COACHES COULD TAKE LEAD FROM ‘OLLY’
It would be interesting to know whether AFL coaches Dean Laidley, Mick Malthouse, John Worsfold et al are closet Three Stooges fans or even whether they have been known to crack a smile.
Fair dinkum, the 16 coaches by and large are a humourless lot, even allowing for Paul Roos whistling while he is making team changes on his magnet board.
Oh, how we miss Kevin Sheedy and his wise-cracks about Martians, the gulls overhead and, in general, his ability to laugh off any situation.
We all know that football is more important than life and death, but surely there must be times when a coach can crack a joke or give a semblance of a grin.
The last time I heard a coach other than Sheedy crack a joke was when Pluto was a pup – and that’s why we need someone like Ian Holloway.
Ian Holloway? You might not have heard of the man known in the Old Dart as “Olly”, but he is a living legend in English soccer, not necessarily for his coaching ability but for his outstanding sense of humour.
Holloway’s comments are so colourful that his best quips have been published in a book of what are known as “Ollyisms”.
Holloway, who has been manager of Bristol City, QPR and Leicester City, is now out of a job and fans are screaming for a club to employ him so as to hear his latest quips.
So here is a selection of “Ollyisms”, and here’s hoping some AFL coaches take the hint.
On an “ugly” win: “To put it in gentlemen’s terms if you’ve been out for a night and you’re looking for a young lady and you pull one, some weeks they’re good looking and some weeks they’re not the best. Our performance today would have been not the best looking bird, but at least we got her in the taxi. She weren’t the best looking lady we ended up taking home, but she was very pleasant and very nice, so thanks very much.”
On a poor team: “If it was a chocolate bar, it would have licked itself.”
On his club’s potential: “I call us the orange club – because our future’s bright.”
On strikers (key forwards): “You can say that strikers are very much like postmen. They have to get in and out as quick as they can before the dog starts to have a go.”
On negative fans: “Most of our fans get behind us and are fantastic, but those who don’t should shut the hell up or they can come around to my house and I’ll fight them.”
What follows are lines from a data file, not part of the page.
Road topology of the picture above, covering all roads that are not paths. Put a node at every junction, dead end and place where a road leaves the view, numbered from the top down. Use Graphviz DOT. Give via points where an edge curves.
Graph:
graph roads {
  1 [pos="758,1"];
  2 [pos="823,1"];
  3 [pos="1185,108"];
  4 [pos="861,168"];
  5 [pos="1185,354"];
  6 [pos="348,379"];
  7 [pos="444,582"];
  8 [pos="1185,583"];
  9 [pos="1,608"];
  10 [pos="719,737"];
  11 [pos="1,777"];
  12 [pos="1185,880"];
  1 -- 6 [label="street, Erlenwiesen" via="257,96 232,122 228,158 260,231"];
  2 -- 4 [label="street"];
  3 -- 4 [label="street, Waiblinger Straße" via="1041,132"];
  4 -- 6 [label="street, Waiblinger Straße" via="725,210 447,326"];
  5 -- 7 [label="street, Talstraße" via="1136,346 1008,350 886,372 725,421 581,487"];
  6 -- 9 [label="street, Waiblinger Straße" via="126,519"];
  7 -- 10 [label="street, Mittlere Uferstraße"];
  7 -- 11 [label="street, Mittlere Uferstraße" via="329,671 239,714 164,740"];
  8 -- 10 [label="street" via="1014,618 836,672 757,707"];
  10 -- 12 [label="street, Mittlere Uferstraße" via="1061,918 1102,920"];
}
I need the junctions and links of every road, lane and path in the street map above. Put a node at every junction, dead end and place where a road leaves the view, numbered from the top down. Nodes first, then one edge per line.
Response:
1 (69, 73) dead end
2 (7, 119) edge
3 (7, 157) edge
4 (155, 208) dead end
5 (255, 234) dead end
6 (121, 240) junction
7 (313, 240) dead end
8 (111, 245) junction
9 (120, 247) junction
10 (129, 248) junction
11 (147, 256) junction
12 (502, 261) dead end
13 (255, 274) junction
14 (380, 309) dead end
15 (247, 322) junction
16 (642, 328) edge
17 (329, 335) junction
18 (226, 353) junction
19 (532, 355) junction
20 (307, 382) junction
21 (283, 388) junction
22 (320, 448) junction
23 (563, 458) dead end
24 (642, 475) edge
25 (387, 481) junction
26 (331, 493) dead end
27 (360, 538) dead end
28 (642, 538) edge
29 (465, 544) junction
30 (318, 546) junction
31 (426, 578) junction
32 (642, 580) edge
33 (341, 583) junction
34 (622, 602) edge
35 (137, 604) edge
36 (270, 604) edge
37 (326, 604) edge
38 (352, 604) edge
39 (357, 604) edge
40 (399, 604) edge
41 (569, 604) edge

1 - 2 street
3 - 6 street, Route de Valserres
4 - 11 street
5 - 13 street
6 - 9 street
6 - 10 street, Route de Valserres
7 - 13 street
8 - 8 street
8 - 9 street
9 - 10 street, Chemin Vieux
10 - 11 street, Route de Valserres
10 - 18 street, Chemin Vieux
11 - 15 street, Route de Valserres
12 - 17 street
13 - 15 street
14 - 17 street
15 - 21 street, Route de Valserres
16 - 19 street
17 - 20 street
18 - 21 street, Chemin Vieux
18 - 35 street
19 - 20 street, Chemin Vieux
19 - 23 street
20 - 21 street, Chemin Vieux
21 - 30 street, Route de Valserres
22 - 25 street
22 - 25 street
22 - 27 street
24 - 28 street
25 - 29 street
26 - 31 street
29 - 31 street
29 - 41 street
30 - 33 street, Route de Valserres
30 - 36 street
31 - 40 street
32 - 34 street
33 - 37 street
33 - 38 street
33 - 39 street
(Maybe Holloway had read the Sydney Swans’ fan site redandwhiteonline.)
On a big win: “I’m going to enjoy this, take my brain out and stick it in an ice bucket.”
On how much he earned: “Not enough to go to brothels.”
On an unexpected win: “They say that every dog has his day and today is woof day. That might sound crazy, but I want to go and bark.”
On his team’s ability to come from behind: “We are the kind of team that will get back into the match if you do not kill us off. It’s like putting a snake in a bag. If you do not tie it up, it will wriggle free and bite you on the bum.”
On a run of poor form: “I feel so unlucky at the moment that if I fell into a barrow of boobs I’d come up sucking my thumb.”
On his then QPR team’s looks: “My lot are the ugliest team ever to have worn the blue and white hoops. We certainly don’t sell many calendars. In my playing days we had some right good looking bastards, but this lot are the worst I have ever seen. They all look like dogs.”
On the perseverance of one of his players: “He’ll chase paper bags in the wind in the park for you all day long.”
On how his wife described one of his QPR players as being good-looking: “I might have to get a QPR shirt with his name on it and wear it to bed to make sure she pays me some attention.”
On likening one of his players to a car: “He is my vintage Rolls-Royce. We polish him, look after him and I have him fine-tuned by my mechanics. We take good care of him because we have to drive him every day, not just save him for weddings.”
On another win: “I couldn’t be more chuffed if I was a badger at the start of mating season.”
And, finally, my favourite: “We were shit and the opposition also was shit, but they played their shit with more commitment.”
So there, Mick, Laids, Woosha, et al. Lighten up! Give us something!